[Directions] The entries should be restated word for word.
......
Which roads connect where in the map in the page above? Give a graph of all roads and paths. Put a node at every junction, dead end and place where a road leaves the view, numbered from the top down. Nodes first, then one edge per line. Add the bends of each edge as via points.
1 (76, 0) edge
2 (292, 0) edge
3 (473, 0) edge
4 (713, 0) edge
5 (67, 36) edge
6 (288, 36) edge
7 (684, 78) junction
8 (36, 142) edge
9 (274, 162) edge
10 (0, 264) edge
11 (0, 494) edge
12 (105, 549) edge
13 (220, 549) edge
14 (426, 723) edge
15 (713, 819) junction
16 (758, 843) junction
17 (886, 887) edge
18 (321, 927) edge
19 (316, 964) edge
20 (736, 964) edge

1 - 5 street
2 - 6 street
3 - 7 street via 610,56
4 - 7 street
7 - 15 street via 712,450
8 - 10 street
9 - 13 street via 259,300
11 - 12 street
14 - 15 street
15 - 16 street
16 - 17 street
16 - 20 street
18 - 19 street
......
[Written solution]
Which roads connect where in the map in the page above? Give a graph of all roads and paths. Put a node at every junction, dead end and place where a road leaves the view, numbered from the top down. Nodes first, then one edge per line. Add the bends of each edge as via points.
1 (76, 0) edge
2 (292, 0) edge
3 (473, 0) edge
4 (713, 0) edge
5 (67, 36) edge
6 (288, 36) edge
7 (684, 78) junction
8 (36, 142) edge
9 (274, 162) edge
10 (0, 264) edge
11 (0, 494) edge
12 (105, 549) edge
13 (220, 549) edge
14 (426, 723) edge
15 (713, 819) junction
16 (758, 843) junction
17 (886, 887) edge
18 (321, 927) edge
19 (316, 964) edge
20 (736, 964) edge

1 - 5 street
2 - 6 street
3 - 7 street via 610,56
4 - 7 street
7 - 15 street via 712,450
8 - 10 street
9 - 13 street via 259,300
11 - 12 street
14 - 15 street
15 - 16 street
16 - 17 street
16 - 20 street
18 - 19 street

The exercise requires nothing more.